In order to answer the question regarding ownership, a recent
paper looked at the large US pharmaceutical companies. Focusing on the years 2004-2014 (due to availability of data), the report noted that big pharma companies had become highly connected to each other through their shareholders. In response to questions from a
journalist, the authors of the paper noted:
“Public companies are increasingly owned by a handful of large institutional investors so we expected to see many ownership links between companies — what was more surprising was the magnitude of common ownership… we frequently find that more than 50 percent of a company is owned by ‘common’ shareholders who also own stakes in rival pharma companies.”
...In 2014, for instance, the largest investor in the three largest pharmaceutical companies (Johnson & Johnson, Merck & Co and Pfizer) was the same (BlackRock). This is the rule, not the exception. These three pharmaceutical companies share other large institutional investors, and are thus connected to each other, as well as to numerous other pharmaceutical companies, through so-called “common ownership links....

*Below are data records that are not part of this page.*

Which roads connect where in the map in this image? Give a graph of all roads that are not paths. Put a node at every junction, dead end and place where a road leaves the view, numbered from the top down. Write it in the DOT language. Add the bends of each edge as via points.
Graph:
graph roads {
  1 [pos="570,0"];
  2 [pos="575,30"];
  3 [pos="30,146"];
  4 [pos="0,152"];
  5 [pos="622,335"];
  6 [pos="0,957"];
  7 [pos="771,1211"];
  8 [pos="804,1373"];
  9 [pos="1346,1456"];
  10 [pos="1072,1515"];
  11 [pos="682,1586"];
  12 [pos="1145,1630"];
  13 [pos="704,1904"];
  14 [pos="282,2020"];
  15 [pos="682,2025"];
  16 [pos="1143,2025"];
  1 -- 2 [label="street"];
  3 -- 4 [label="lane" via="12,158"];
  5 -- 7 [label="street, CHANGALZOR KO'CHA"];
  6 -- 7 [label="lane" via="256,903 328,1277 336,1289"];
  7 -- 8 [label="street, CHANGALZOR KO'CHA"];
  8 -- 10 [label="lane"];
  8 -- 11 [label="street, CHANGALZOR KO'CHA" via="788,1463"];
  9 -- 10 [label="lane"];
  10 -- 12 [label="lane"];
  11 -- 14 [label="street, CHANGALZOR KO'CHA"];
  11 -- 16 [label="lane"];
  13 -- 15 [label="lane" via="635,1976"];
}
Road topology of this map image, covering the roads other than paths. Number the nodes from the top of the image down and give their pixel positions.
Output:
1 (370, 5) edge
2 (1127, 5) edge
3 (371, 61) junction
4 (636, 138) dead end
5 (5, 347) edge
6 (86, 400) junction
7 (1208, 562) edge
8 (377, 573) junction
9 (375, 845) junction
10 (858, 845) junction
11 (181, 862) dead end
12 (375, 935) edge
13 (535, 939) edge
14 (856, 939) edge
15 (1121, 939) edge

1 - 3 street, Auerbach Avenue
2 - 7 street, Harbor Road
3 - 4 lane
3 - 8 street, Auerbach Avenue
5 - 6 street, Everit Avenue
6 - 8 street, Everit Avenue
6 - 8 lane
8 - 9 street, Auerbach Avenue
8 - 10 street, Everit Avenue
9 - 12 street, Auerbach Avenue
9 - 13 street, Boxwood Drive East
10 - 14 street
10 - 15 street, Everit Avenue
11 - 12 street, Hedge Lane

. The top owners are BlackRock (Barclays), Fidelity Investments, State Street Global, Vanguard Group and Wellington Management.”
There is perhaps no single face behind Big Pharma, but on the other hand, it seems there aren’t thousands of faces either. It is much more concentrated than one would expect from publicly traded companies.
The question that naturally follows is: who then are the main shareholders of these institutional investors? Taking BlackRock as an example, it turns out that 44% of BlackRock is owned by the investment bank Merill Lynch. Among the remaining shareholders, the names of the same institutional investors mentioned previously are prominent (see below): BlackRock itself, State Street Global, Vanguard Group and Wellington Management. So they own each other, further locking them in a web of mutually beneficial incentives
: if I do well, you do well; if you do well, I do well. The idea of market competition seems rather nominal in light of such mutual dependencies.